== Segment start ==

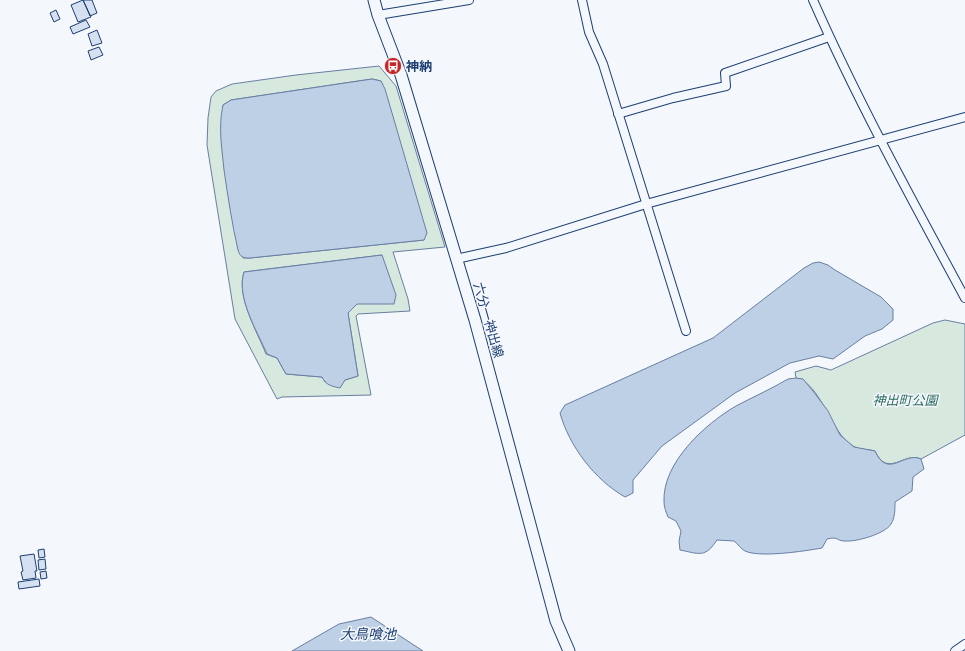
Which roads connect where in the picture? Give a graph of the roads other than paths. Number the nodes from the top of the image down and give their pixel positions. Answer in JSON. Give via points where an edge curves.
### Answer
{"nodes":[{"id":1,"x":374,"y":0,"type":"edge"},
{"id":2,"x":469,"y":0,"type":"edge"},
{"id":3,"x":582,"y":0,"type":"edge"},
{"id":4,"x":813,"y":0,"type":"edge"},
{"id":5,"x":378,"y":15,"type":"junction"},
{"id":6,"x":829,"y":37,"type":"junction"},
{"id":7,"x":618,"y":114,"type":"junction"},
{"id":8,"x":965,"y":117,"type":"edge"},
{"id":9,"x":880,"y":140,"type":"junction"},
{"id":10,"x":646,"y":204,"type":"junction"},
{"id":11,"x":456,"y":259,"type":"junction"},
{"id":12,"x":965,"y":298,"type":"edge"},
{"id":13,"x":686,"y":331,"type":"dead end"},
{"id":14,"x":965,"y":644,"type":"edge"},
{"id":15,"x":569,"y":651,"type":"edge"},
{"id":16,"x":955,"y":651,"type":"edge"}],
"edges":[{"from":1,"to":5,"type":"main road","name":"六分一神出線"},
{"from":2,"to":5,"type":"street"},
{"from":3,"to":7,"type":"street","via":[[589,32],[603,64]]},
{"from":4,"to":6,"type":"street"},
{"from":5,"to":11,"type":"main road","name":"六分一神出線","via":[[399,68]]},
{"from":6,"to":7,"type":"street","via":[[725,73],[726,86]]},
{"from":6,"to":9,"type":"street"},
{"from":7,"to":10,"type":"street"},
{"from":8,"to":9,"type":"street"},
{"from":9,"to":10,"type":"street"},
{"from":9,"to":12,"type":"street"},
{"from":10,"to":11,"type":"street","via":[[506,248]]},
{"from":10,"to":13,"type":"street"},
{"from":11,"to":15,"type":"main road","name":"六分一神出線","via":[[475,320],[556,621]]},
{"from":14,"to":16,"type":"street"}]}
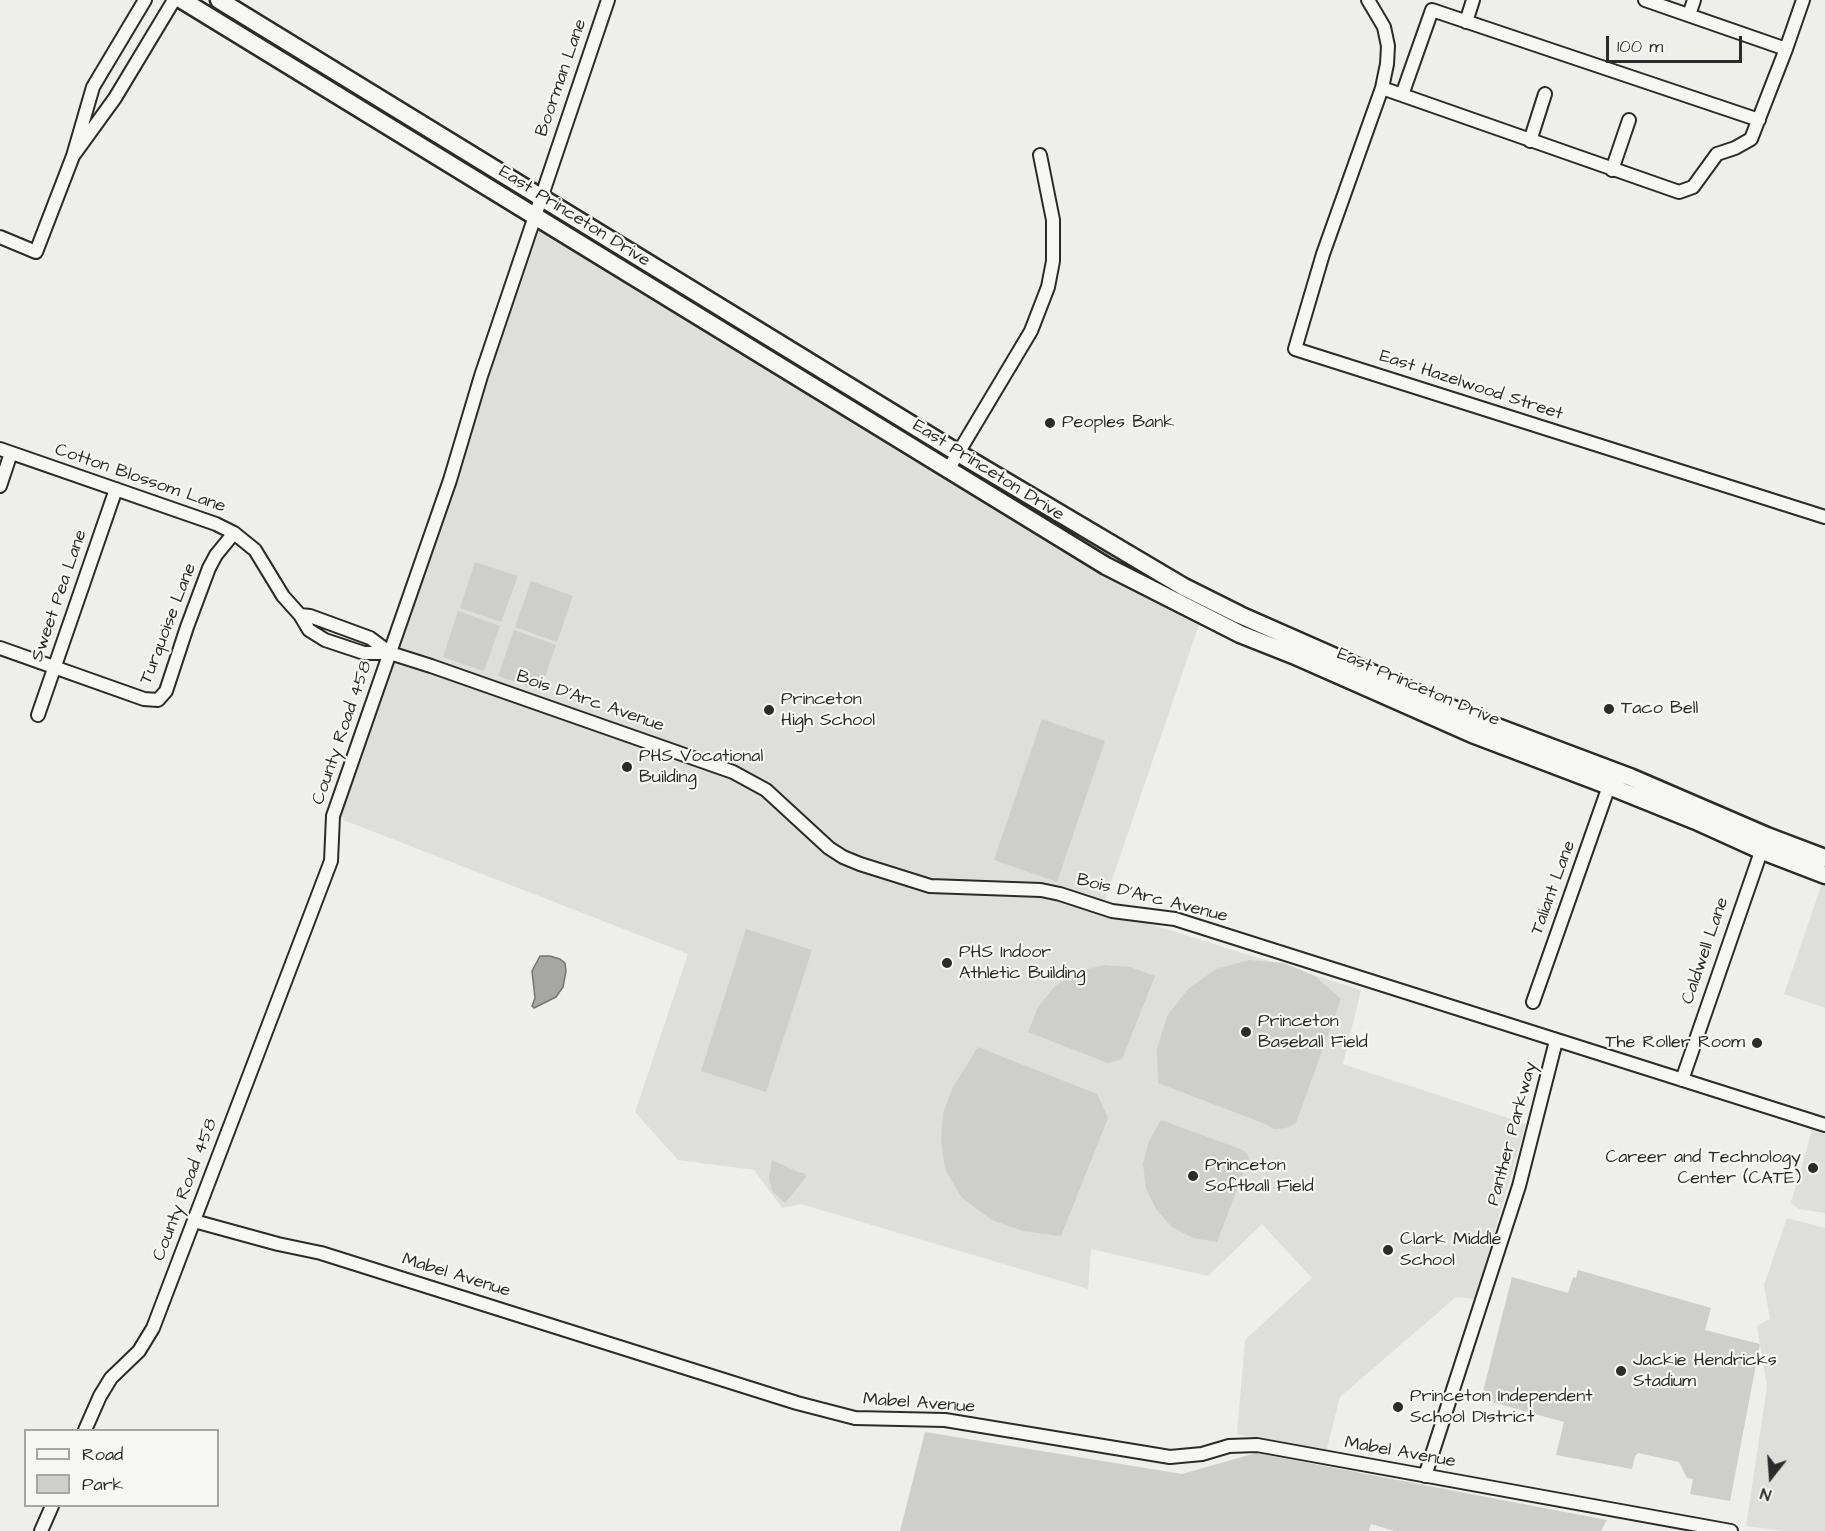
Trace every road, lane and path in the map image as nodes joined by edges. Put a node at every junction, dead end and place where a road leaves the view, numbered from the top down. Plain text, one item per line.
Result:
1 (145, 0) edge
2 (174, 0) edge
3 (182, 0) edge
4 (219, 0) edge
5 (608, 0) edge
6 (1368, 0) edge
7 (1473, 0) edge
8 (1645, 0) edge
9 (1694, 0) edge
10 (1803, 0) edge
11 (1689, 15) junction
12 (1466, 22) junction
13 (1786, 49) junction
14 (1382, 88) junction
15 (1545, 94) dead end
16 (1402, 95) junction
17 (1629, 120) dead end
18 (1759, 120) junction
19 (1530, 141) junction
20 (1040, 155) dead end
21 (73, 156) junction
22 (1612, 170) junction
23 (541, 197) junction
24 (534, 215) junction
25 (0, 237) edge
26 (6, 451) edge
27 (958, 453) junction
28 (948, 470) junction
29 (0, 486) edge
30 (116, 489) junction
31 (1825, 517) edge
32 (234, 533) junction
33 (1116, 546) junction
34 (1106, 566) junction
35 (0, 648) edge
36 (390, 653) junction
37 (54, 667) junction
38 (38, 715) dead end
39 (1589, 770) junction
40 (1609, 786) junction
41 (1764, 843) junction
42 (1825, 858) edge
43 (1825, 875) edge
44 (1533, 1002) dead end
45 (1556, 1041) junction
46 (1682, 1080) junction
47 (1825, 1125) edge
48 (194, 1221) junction
49 (86, 1429) edge
50 (1425, 1476) junction
51 (52, 1507) edge
52 (41, 1531) edge
53 (1731, 1531) edge

1 - 21 street
2 - 21 street
3 - 24 highway, East Princeton Drive
4 - 23 highway, East Princeton Drive
5 - 23 street, Boorman Lane
6 - 14 street
7 - 12 street
8 - 11 street
9 - 11 street
10 - 13 street
11 - 13 street
12 - 16 street
12 - 18 street
13 - 18 street
14 - 16 street
14 - 31 street, East Hazelwood Street
15 - 19 street
16 - 19 street
17 - 22 street
18 - 22 street
19 - 22 street
20 - 27 street
21 - 25 street
23 - 24 street, County Road 458
23 - 27 highway, East Princeton Drive
24 - 28 highway, East Princeton Drive
24 - 36 street, County Road 458
26 - 29 street
26 - 30 street, Cotton Blossom Lane
27 - 28 street
27 - 33 highway, East Princeton Drive
28 - 34 highway, East Princeton Drive
30 - 32 street, Cotton Blossom Lane
30 - 37 street, Sweet Pea Lane
32 - 36 street, Cotton Blossom Lane
32 - 37 street, Turquoise Lane
33 - 34 highway
33 - 39 highway, East Princeton Drive
34 - 39 highway, East Princeton Drive
35 - 37 street
36 - 45 street, Bois D'Arc Avenue
36 - 48 street, County Road 458
37 - 38 street, Sweet Pea Lane
39 - 40 highway, East Princeton Drive
39 - 41 highway, East Princeton Drive
40 - 41 highway, East Princeton Drive
40 - 44 street, Taliant Lane
41 - 42 highway, East Princeton Drive
41 - 43 highway, East Princeton Drive
41 - 46 street, Caldwell Lane
45 - 46 street, Bois D'Arc Avenue
45 - 50 street, Panther Parkway
46 - 47 street, Bois D'Arc Avenue
48 - 49 street, County Road 458
48 - 50 street, Mabel Avenue
50 - 53 street, Mabel Avenue
51 - 52 street

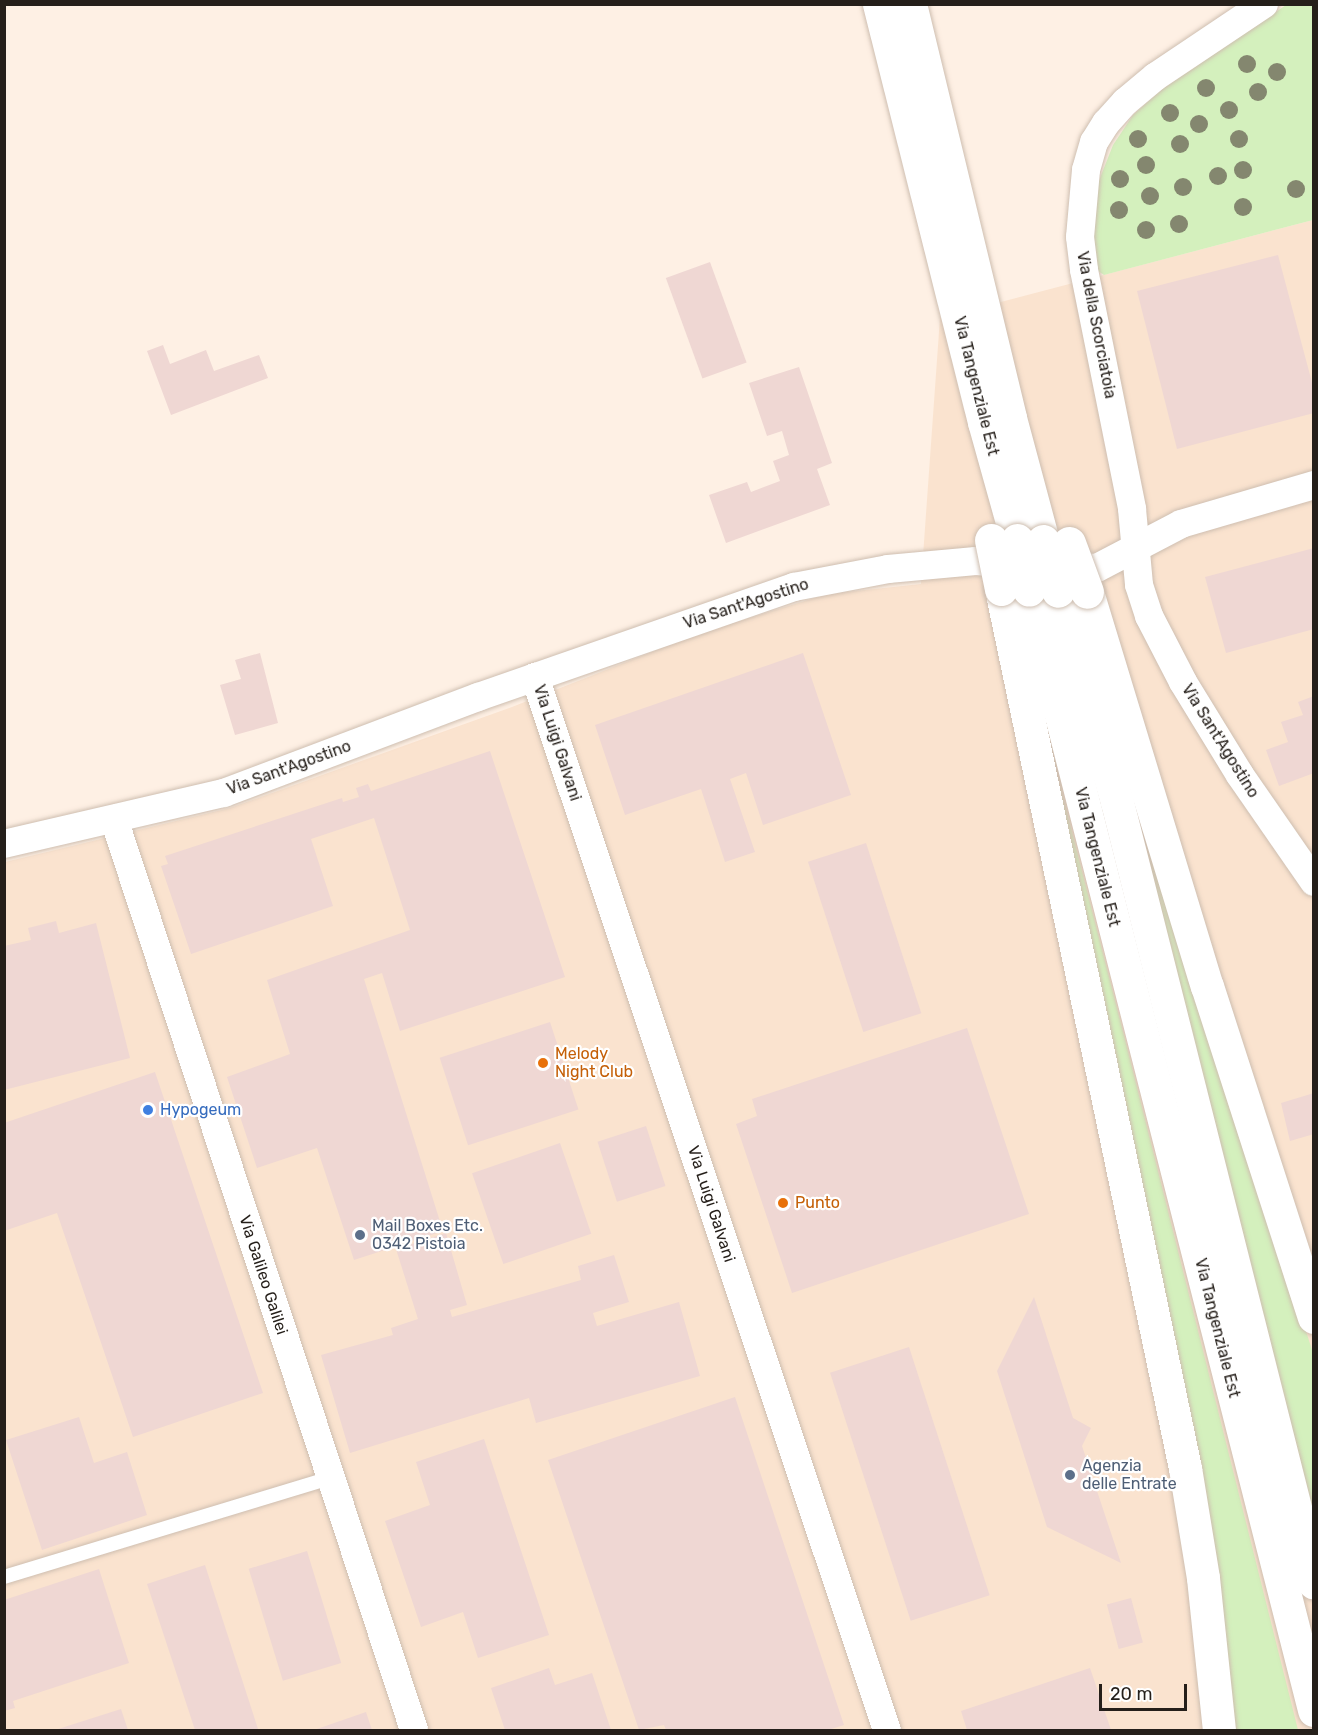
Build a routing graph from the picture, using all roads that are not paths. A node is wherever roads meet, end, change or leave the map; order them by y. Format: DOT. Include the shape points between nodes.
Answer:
graph roads {
  1 [pos="879,4"];
  2 [pos="910,4"];
  3 [pos="1264,4"];
  4 [pos="997,420"];
  5 [pos="1314,485"];
  6 [pos="1030,541"];
  7 [pos="1136,549"];
  8 [pos="1044,591"];
  9 [pos="535,677"];
  10 [pos="114,819"];
  11 [pos="4,844"];
  12 [pos="1314,882"];
  13 [pos="1314,1317"];
  14 [pos="330,1478"];
  15 [pos="4,1577"];
  16 [pos="1314,1583"];
  17 [pos="1314,1710"];
  18 [pos="414,1731"];
  19 [pos="887,1731"];
  20 [pos="1219,1731"];
  1 -- 4 [label="main road, Via Tangenziale Est"];
  2 -- 4 [label="main road, Via Tangenziale Est"];
  3 -- 7 [label="street, Via della Scorciatoia" via="1155,77 1125,102 1094,141 1086,170 1080,237 1084,270 1132,509"];
  4 -- 6 [label="main road, Via Tangenziale Est"];
  4 -- 6 [label="main road" via="1045,483"];
  5 -- 7 [label="street" via="1181,524"];
  6 -- 8 [label="main road, bridge"];
  6 -- 8 [label="main road, Via Tangenziale Est, bridge"];
  7 -- 9 [label="street, Via Sant'Agostino" via="1097,568 976,561 823,580 715,613"];
  7 -- 12 [label="street, Via Sant'Agostino" via="1142,593 1165,649 1240,775"];
  8 -- 13 [label="main road" via="1207,986"];
  8 -- 16 [label="main road, Via Tangenziale Est" via="1117,802"];
  8 -- 17 [label="main road, Via Tangenziale Est"];
  8 -- 20 [label="main road" via="1203,1578"];
  9 -- 10 [label="street, Via Sant'Agostino" via="234,790"];
  9 -- 19 [label="street, Via Luigi Galvani"];
  10 -- 11 [label="street, Via Sant'Agostino"];
  10 -- 14 [label="street, Via Galileo Galilei"];
  14 -- 15 [label="lane"];
  14 -- 18 [label="street, Via Galileo Galilei"];
}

== Segment end ==

> _Your task_: All the lines that hold the word "Galilei" must appear in the answer, copied from the records.

> _Response to this task_:
  10 -- 14 [label="street, Via Galileo Galilei"];
  14 -- 18 [label="street, Via Galileo Galilei"];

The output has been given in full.